[Aim of the exercise] If a line in the data contains "roll", copy it out.

◇ ◇ ◇ ◇

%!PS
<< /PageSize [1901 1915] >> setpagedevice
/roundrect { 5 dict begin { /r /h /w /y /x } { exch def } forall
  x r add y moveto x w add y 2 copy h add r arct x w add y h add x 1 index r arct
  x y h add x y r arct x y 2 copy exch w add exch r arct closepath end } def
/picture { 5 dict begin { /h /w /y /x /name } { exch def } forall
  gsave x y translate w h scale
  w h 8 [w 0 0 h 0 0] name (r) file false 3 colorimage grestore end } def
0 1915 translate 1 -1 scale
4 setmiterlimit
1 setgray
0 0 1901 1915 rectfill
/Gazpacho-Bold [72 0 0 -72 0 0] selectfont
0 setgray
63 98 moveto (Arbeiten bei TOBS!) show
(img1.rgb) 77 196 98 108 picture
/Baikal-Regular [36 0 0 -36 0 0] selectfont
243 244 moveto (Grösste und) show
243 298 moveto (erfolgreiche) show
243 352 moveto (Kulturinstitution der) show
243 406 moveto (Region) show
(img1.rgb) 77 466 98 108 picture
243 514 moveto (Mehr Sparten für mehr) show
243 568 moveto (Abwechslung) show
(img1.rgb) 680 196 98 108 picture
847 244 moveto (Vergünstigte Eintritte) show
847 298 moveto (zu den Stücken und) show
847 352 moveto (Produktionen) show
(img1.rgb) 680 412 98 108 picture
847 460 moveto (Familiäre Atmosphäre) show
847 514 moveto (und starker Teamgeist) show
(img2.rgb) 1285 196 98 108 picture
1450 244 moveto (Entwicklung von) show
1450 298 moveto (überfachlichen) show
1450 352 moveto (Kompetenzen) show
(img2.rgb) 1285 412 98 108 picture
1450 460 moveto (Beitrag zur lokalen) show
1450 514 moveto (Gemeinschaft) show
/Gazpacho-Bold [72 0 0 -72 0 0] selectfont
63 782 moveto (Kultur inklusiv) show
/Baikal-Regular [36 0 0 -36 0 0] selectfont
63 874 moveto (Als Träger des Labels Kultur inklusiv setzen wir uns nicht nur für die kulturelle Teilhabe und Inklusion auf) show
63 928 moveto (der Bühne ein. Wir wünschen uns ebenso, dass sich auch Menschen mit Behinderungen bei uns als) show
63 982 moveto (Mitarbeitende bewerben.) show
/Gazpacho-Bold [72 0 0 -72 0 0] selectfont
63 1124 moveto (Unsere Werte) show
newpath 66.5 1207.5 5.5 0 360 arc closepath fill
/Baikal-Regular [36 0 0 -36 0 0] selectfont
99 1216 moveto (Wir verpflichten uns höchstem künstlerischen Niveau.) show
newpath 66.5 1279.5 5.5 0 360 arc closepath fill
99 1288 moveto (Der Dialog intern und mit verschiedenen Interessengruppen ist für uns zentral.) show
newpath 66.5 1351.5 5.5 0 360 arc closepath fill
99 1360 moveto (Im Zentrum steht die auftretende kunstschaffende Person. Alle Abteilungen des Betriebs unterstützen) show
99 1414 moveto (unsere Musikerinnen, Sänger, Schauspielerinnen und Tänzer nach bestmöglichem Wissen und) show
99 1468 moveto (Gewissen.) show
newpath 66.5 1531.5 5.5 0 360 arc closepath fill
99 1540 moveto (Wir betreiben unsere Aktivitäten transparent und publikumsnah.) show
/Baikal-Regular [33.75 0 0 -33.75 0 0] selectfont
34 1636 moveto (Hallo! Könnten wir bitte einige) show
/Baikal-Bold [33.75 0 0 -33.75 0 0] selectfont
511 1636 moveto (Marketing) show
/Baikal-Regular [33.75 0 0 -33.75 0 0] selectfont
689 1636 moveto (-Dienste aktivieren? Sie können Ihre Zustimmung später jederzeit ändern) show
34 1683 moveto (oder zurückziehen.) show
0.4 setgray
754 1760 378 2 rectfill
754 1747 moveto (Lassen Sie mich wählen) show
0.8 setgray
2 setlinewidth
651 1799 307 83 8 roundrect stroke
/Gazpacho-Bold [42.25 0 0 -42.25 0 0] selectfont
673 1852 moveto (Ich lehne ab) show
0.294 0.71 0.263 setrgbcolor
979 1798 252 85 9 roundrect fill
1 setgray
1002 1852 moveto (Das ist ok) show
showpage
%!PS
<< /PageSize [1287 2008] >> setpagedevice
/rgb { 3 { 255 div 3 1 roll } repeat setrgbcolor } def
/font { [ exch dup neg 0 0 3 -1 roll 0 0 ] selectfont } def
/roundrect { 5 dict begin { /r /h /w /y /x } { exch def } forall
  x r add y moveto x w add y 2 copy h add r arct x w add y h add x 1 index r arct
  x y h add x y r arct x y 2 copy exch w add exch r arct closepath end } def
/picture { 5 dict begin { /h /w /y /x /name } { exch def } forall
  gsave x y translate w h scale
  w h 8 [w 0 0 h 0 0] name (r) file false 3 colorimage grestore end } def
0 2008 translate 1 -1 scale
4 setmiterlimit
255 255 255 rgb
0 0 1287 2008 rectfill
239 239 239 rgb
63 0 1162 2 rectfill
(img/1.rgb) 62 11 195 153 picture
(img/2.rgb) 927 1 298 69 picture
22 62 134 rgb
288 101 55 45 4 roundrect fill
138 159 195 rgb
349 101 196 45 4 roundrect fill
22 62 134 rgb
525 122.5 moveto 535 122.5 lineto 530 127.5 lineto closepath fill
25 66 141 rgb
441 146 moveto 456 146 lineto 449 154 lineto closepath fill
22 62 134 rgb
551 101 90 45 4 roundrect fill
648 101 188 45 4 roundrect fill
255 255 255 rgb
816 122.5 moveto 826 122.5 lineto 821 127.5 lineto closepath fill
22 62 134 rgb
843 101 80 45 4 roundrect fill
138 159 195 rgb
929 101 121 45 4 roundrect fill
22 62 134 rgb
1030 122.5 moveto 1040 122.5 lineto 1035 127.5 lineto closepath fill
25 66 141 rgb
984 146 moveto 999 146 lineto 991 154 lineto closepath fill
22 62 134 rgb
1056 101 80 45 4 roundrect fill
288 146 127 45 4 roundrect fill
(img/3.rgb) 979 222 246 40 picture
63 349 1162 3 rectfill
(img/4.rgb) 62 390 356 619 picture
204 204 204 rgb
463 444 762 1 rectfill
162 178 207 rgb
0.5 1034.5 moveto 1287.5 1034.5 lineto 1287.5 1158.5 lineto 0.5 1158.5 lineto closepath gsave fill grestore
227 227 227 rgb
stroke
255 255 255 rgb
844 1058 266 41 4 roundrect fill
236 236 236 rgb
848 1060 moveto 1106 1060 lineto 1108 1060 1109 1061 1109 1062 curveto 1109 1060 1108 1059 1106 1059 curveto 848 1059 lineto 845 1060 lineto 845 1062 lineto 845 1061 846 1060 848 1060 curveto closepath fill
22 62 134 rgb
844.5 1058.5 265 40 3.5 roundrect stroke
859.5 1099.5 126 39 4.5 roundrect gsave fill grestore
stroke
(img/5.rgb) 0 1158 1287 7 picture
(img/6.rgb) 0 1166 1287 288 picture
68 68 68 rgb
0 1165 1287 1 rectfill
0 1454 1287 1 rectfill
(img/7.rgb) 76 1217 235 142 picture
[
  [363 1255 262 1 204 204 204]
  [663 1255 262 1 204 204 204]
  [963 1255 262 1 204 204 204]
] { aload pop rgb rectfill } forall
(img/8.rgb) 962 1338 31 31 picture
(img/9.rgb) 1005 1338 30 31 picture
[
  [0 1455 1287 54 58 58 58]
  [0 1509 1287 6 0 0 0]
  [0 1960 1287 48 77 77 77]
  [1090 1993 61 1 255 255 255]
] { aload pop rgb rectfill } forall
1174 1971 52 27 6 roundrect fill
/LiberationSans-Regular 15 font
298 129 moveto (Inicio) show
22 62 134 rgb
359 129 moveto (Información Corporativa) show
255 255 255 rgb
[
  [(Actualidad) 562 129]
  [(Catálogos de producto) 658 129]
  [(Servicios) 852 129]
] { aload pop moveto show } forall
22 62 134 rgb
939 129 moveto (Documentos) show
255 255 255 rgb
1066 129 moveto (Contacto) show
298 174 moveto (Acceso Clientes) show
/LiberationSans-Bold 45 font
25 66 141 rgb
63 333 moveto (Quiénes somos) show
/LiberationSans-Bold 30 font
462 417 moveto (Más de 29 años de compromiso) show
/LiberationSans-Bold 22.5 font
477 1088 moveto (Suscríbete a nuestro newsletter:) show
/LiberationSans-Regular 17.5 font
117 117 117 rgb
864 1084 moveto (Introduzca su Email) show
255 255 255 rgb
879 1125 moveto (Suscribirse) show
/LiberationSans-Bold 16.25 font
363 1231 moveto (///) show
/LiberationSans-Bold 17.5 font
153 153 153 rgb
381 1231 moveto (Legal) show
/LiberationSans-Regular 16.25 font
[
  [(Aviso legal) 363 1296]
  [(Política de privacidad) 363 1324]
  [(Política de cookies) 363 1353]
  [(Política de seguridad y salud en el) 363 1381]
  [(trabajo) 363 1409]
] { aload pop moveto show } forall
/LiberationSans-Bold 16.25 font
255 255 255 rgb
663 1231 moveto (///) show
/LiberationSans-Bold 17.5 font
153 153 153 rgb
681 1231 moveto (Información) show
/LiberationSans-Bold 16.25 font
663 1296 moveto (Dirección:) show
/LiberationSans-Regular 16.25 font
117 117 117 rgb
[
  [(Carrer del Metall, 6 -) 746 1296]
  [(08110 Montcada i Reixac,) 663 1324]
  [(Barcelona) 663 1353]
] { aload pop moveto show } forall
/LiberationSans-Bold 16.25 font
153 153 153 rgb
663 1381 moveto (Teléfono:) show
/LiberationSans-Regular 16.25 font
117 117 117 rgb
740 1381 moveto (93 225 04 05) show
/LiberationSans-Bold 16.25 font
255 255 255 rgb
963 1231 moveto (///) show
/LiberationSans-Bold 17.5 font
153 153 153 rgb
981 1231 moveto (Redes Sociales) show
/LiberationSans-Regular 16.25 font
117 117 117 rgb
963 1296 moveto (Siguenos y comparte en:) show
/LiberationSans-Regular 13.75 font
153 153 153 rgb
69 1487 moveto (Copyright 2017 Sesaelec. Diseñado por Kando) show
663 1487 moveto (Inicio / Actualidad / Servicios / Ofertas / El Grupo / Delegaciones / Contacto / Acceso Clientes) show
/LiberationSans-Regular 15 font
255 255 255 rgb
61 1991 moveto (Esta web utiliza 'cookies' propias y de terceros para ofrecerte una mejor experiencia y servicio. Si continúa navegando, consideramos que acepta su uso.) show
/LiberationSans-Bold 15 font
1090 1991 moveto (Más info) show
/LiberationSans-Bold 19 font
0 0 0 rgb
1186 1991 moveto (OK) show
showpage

◇ ◇ ◇ ◇

[Written solution]
/rgb { 3 { 255 div 3 1 roll } repeat setrgbcolor } def
/font { [ exch dup neg 0 0 3 -1 roll 0 0 ] selectfont } def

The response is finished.